Task statement →
Work out how many lines below contain the word "junction". Only the number is wanted.

-*-*-

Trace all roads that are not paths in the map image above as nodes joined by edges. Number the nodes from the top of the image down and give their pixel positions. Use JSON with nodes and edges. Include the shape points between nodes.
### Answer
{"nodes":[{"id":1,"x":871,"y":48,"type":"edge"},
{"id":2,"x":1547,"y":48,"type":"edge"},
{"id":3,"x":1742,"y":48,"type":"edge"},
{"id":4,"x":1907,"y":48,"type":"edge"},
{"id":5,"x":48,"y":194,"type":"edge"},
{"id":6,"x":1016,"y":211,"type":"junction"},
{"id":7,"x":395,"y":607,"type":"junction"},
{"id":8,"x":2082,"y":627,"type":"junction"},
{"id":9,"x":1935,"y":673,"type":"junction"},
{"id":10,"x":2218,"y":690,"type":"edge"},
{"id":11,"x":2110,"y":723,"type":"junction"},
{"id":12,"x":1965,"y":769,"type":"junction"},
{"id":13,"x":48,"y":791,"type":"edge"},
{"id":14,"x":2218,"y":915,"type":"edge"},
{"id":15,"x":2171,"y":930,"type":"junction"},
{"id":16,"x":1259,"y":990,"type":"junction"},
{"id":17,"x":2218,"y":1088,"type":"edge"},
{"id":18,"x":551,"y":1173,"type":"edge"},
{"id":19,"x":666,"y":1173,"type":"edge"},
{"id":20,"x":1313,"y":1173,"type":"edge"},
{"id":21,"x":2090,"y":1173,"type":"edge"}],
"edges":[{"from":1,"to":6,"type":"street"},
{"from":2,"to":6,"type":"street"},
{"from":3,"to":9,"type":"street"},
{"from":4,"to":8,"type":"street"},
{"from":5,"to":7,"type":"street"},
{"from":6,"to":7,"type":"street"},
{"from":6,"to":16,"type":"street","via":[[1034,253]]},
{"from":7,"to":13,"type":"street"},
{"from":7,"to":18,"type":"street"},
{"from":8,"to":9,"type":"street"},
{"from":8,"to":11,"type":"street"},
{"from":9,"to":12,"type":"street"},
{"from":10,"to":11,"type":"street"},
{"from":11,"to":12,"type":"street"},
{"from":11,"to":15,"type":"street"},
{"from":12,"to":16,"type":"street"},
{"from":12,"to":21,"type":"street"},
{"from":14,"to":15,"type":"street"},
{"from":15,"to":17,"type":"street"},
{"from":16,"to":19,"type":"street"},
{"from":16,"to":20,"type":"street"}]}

-*-*-

Result of the task →
8